Marion’s second-half defense held the Lancers to 11 points and their lowest point total of the season. Only twice before were they held under 51 points.
“The story of the game was defense,” Goettemoeller said. “We locked in defensively, and we finally got a five-to-seven point lead where we could spread them out.”
That led to easy buckets, 27 points in the paint and those wide-open threes for Kremer’s nine points on the out-of-bounds plays.
“We talked about the easy-basket war and winning the easy-basket war, and one of those things is baseline out of bounds plays,” Goettemoeller said. “You can’t give them up, and you got to get a few, and we did a great job. They were a zone out-of-bounds team, so we were able to scheme a few things up.”
Back to the defense. Goettemoeller said Lincolnview is the best cutting team he’s seen all season. His team likes to get a hand in the passing lane, which creates back-door cut opportunities. He was glad to have a week to prepare for that, but they needed the first half to learn how to totally stop it.
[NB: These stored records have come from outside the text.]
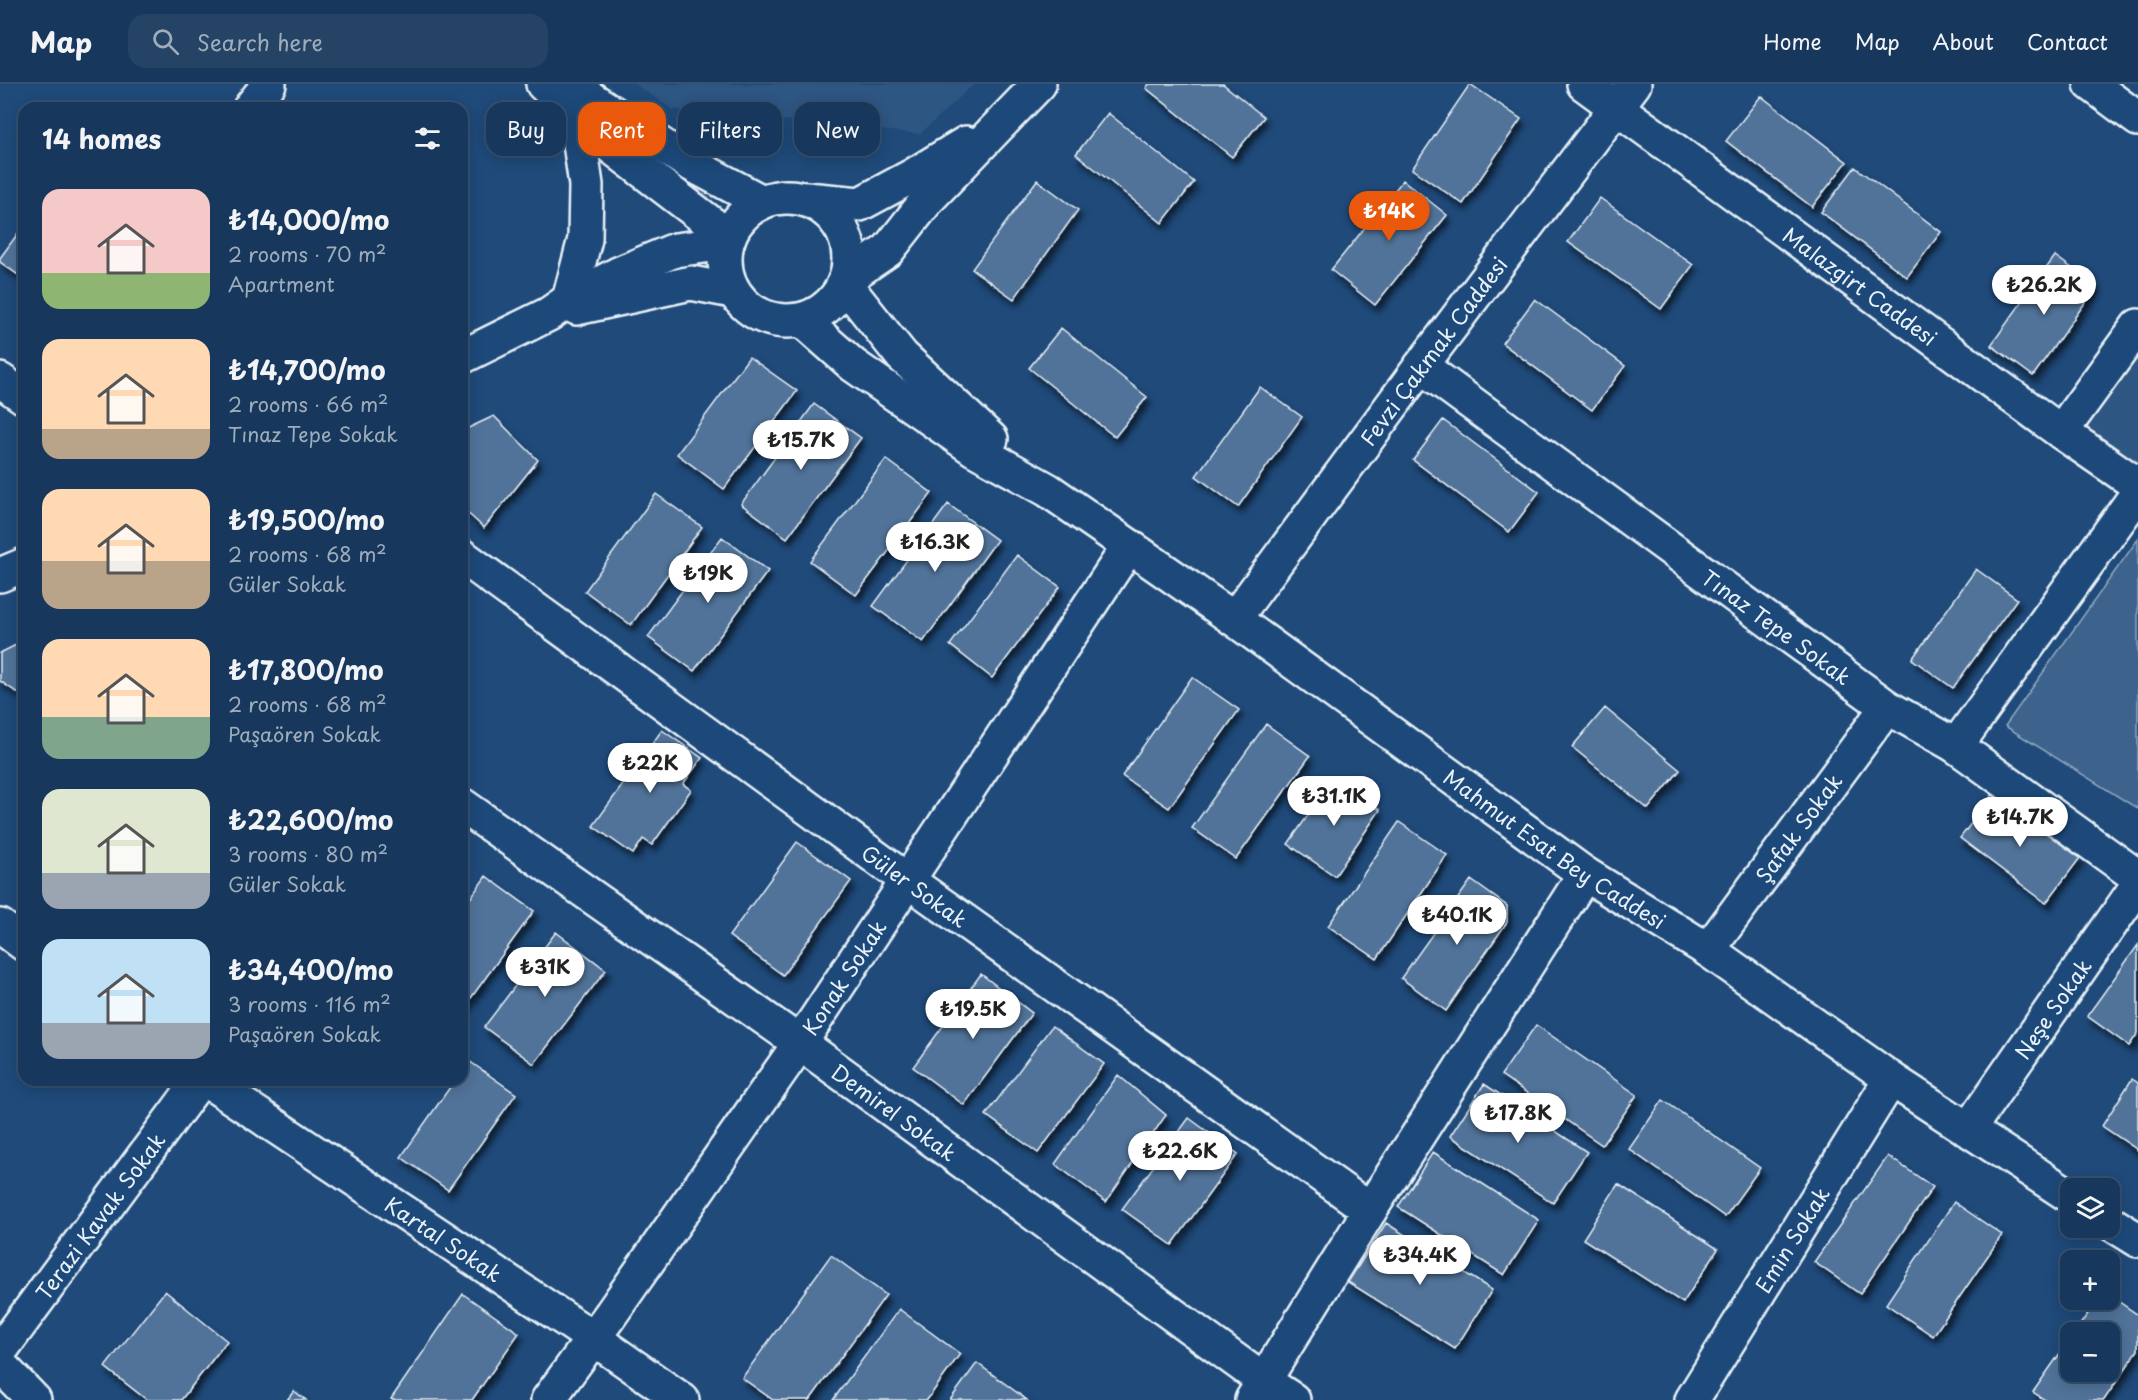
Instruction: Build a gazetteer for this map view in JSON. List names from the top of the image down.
{
  "streets": {
    "street": [
      "Malazgirt Caddesi",
      "Fevzi Çakmak Caddesi",
      "Tınaz Tepe Sokak",
      "Şafak Sokak",
      "Mahmut Esat Bey Caddesi",
      "Güler Sokak",
      "Konak Sokak",
      "Neşe Sokak",
      "Demirel Sokak",
      "Terazi Kavak Sokak",
      "Kartal Sokak",
      "Emin Sokak"
    ]
  },
  "crossings": [
    ["Malazgirt Caddesi", "Fevzi Çakmak Caddesi"],
    ["Fevzi Çakmak Caddesi", "Tınaz Tepe Sokak"],
    ["Fevzi Çakmak Caddesi", "Mahmut Esat Bey Caddesi"],
    ["Tınaz Tepe Sokak", "Şafak Sokak"],
    ["Şafak Sokak", "Mahmut Esat Bey Caddesi"],
    ["Mahmut Esat Bey Caddesi", "Konak Sokak"],
    ["Mahmut Esat Bey Caddesi", "Neşe Sokak"],
    ["Mahmut Esat Bey Caddesi", "Emin Sokak"],
    ["Güler Sokak", "Konak Sokak"],
    ["Konak Sokak", "Demirel Sokak"],
    ["Konak Sokak", "Kartal Sokak"]
  ],
  "page": {
    "header": "Map",
    "search": "Search here",
    "nav": [
      "Home",
      "Map",
      "About",
      "Contact"
    ],
    "chip": [
      "Buy",
      "Rent",
      "Filters",
      "New"
    ],
    "heading": "14 homes",
    "list": [
      {
        "name": "₺14,000/mo",
        "note": "2 rooms · 70 m² · Apartment"
      },
      {
        "name": "₺14,700/mo",
        "note": "2 rooms · 66 m² · Tınaz Tepe Sokak"
      },
      {
        "name": "₺19,500/mo",
        "note": "2 rooms · 68 m² · Güler Sokak"
      },
      {
        "name": "₺17,800/mo",
        "note": "2 rooms · 68 m² · Paşaören Sokak"
      },
      {
        "name": "₺22,600/mo",
        "note": "3 rooms · 80 m² · Güler Sokak"
      },
      {
        "name": "₺34,400/mo",
        "note": "3 rooms · 116 m² · Paşaören Sokak"
      }
    ],
    "price": [
      "₺14K",
      "₺26.2K",
      "₺15.7K",
      "₺16.3K",
      "₺19K",
      "₺22K",
      "₺31.1K",
      "₺14.7K",
      "₺40.1K",
      "₺31K",
      "₺19.5K",
      "₺17.8K",
      "₺22.6K",
      "₺34.4K"
    ],
    "map_buttons": ["+", "−"]
  }
}
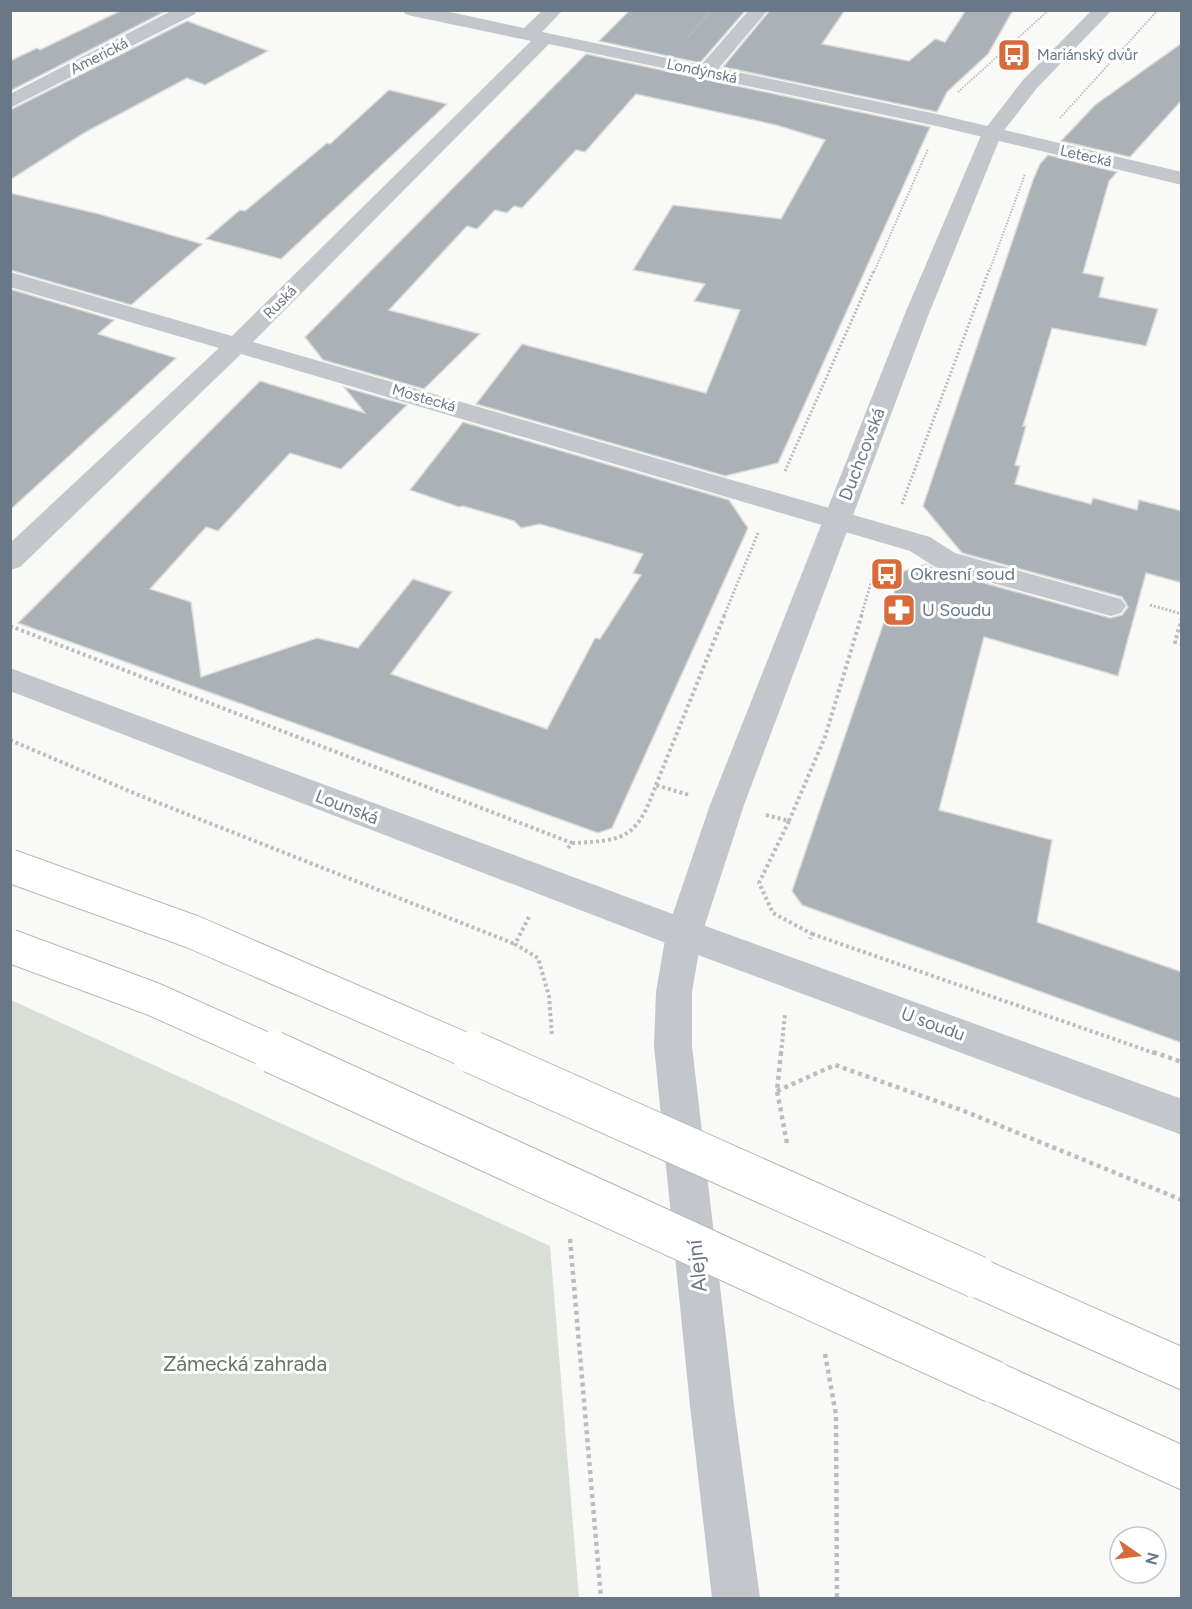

Marion’s 6-5 Brennan Hess blocked four shots and the Flyers blocked eight as a team.
“Usually it takes us maybe a quarter, maybe a half, to get dialed in on the other team’s tendencies,” Goettemoeller said.
Ahrens always guards the other team’s best player, and Goettemoeller routinely praises him as his team’s best defender. A primary goal to dial in was to keep playmaking point guard Gavin Evans out of the lane and pushed as far away from the basket as possible. Marion’s reach on the perimeter, led by Ahrens, made it hard for the Lancers to run their offense.
“I challenged Kale at halftime,” Goettemoeller said. “I said, ‘You played good defense in the first half, but we need great and in the second half.’ We just really locked in defensively.”
Ahrens said the challenge motivated him.
“I just tried to work harder, then get my teammates into it, get them up to my speed that I have to play to,” he said. “And obviously I can’t hold a guy just myself. I have to have them to help me. It’s how a team works.”

Brayden Mescher is eager to have a second chance Saturday at a state title.
Goettemoeller believes the teamwork must be at an all-time best against Hiland. They can’t commit nine first-half turnovers and 13 overall. They must match the physicality and adjust to whatever bumping and pushing the officials allow.
“We got a bunch of fighters in that room,” he said. “We know how physical Berlin is going to play, and they know how physical we’re going to play. It’s going to look like a football game out there tomorrow. We’ll see how the refs call it, but it’s gonna be a fist fight, and we expect that for four quarters. And that’s just like we like it.”
Obviously.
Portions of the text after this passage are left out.